C’è chi ha anticipato un’interrogazione al ministro della Giustizia, dimostrando, secondo la Camera penale, “la patologica tendenza all’invasione di campo da parte del potere esecutivo nei confronti del potere giudiziario. Con grave pregiudizio per un pilastro della civiltà giuridica: l’autonomia della giurisdizione.
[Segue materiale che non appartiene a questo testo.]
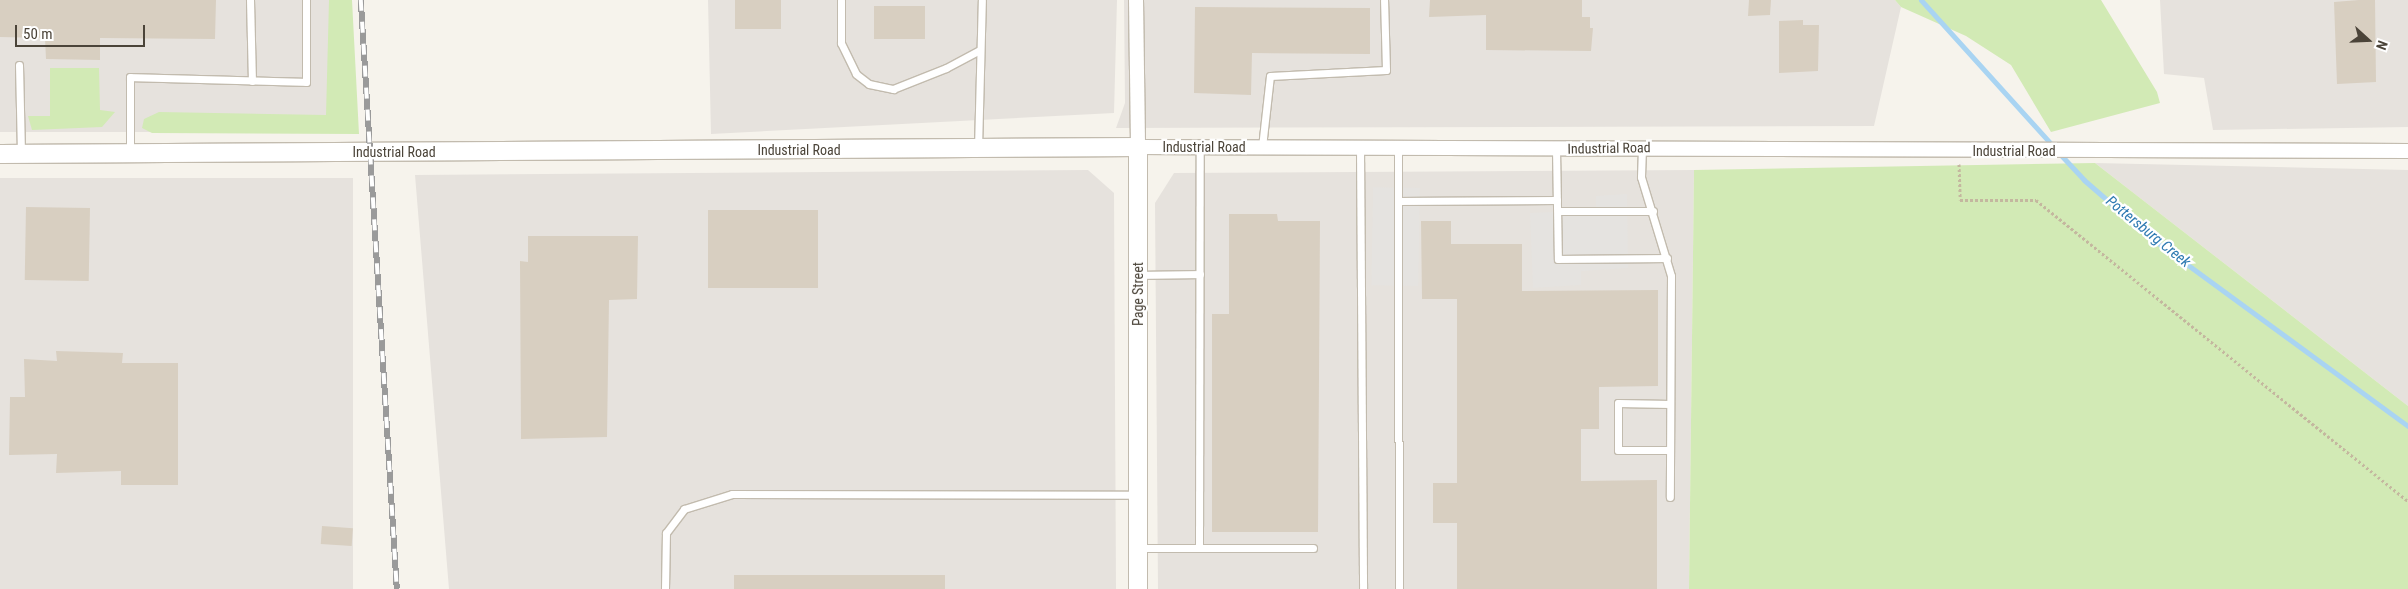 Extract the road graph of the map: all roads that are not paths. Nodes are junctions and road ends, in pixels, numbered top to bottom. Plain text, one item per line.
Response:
1 (250, 0) edge
2 (306, 0) edge
3 (841, 0) edge
4 (982, 0) edge
5 (1136, 0) edge
6 (1384, 0) edge
7 (980, 50) junction
8 (19, 65) dead end
9 (252, 81) junction
10 (1138, 147) junction
11 (1200, 147) junction
12 (1262, 147) junction
13 (1360, 148) junction
14 (1398, 148) junction
15 (1642, 148) junction
16 (978, 149) junction
17 (1556, 149) junction
18 (2408, 151) edge
19 (130, 153) junction
20 (0, 154) edge
21 (21, 154) junction
22 (1557, 200) junction
23 (1398, 201) junction
24 (1558, 211) junction
25 (1653, 211) junction
26 (1667, 258) junction
27 (1200, 274) junction
28 (1138, 275) junction
29 (1670, 404) junction
30 (1670, 450) junction
31 (1138, 495) junction
32 (1670, 497) dead end
33 (1138, 548) junction
34 (1199, 548) junction
35 (1313, 548) dead end
36 (666, 589) edge
37 (1138, 589) edge
38 (1362, 589) edge
39 (1399, 589) edge

1 - 9 lane
2 - 9 lane
3 - 7 lane
4 - 7 lane
5 - 10 street, Page Street
6 - 12 lane
7 - 16 lane
8 - 21 lane
9 - 19 lane
10 - 11 street, Industrial Road
10 - 16 street, Industrial Road
10 - 28 street, Page Street
11 - 12 street, Industrial Road
11 - 27 lane
12 - 13 street, Industrial Road
13 - 14 street, Industrial Road
13 - 38 lane
14 - 17 street, Industrial Road
14 - 23 lane
15 - 17 street, Industrial Road
15 - 18 street, Industrial Road
15 - 25 lane
16 - 19 street, Industrial Road
17 - 22 lane
19 - 21 street, Industrial Road
20 - 21 street, Industrial Road
22 - 23 lane
22 - 24 lane
23 - 39 lane
24 - 25 lane
24 - 26 lane
25 - 26 lane
26 - 29 lane
27 - 28 lane
27 - 34 lane
28 - 31 street, Page Street
29 - 30 lane
29 - 30 lane
30 - 32 lane
31 - 33 street, Page Street
31 - 36 lane
33 - 34 lane
33 - 37 street, Page Street
34 - 35 lane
Il problema è l’inadeguatezza (una cosa è la critica tecnico giuridica del provvedimento, altro la delegittimazione pregiudiziale di chi lo ha emesso) di chi parla senza conoscere la grammatica delle istituzioni democratiche né delle regole applicate dal Giudice”.
Il vero problema, secondo i penalisti, è un altro e finisce per passare sotto silenzio: “Contestazioni aggravate, poi ritenute insussistenti in corso d’opera, ma che in fase preliminare permettono l’uso – o l’abuso – di strumenti processuali coercitivi che dovrebbero almeno avere una portata e una durata limitati. La vera inadeguatezza risiede nelle regole che consentono che un presunto innocente subisca carcerazione preventiva per la durata complessiva, inconcepibile e smisurata, fino a 6 o addirittura 9 anni, mortificando così i diritti di libertà”.
La Camera penale di Palermo
Sul caso interviene anche Vincenzo Zummo che è presidente della Camera penale di Palermo: “Rispetto a questo tam tam giustizialista l’avvocatura di Palermo, e non è la prima volta, ha il compito istituzionale di difendere quei magistrati della giudicante che fanno il loro dovere applicando la legge. Questo è il vero stato di diritto. I magistrati quando emettono le sentenze hanno la solidarietà dell’avvocatura, a garanzia di una dialettica processuale e democratica corretta senza infingimenti securitari. I processi non si fanno nelle piazze me nelle aule di giustizia”.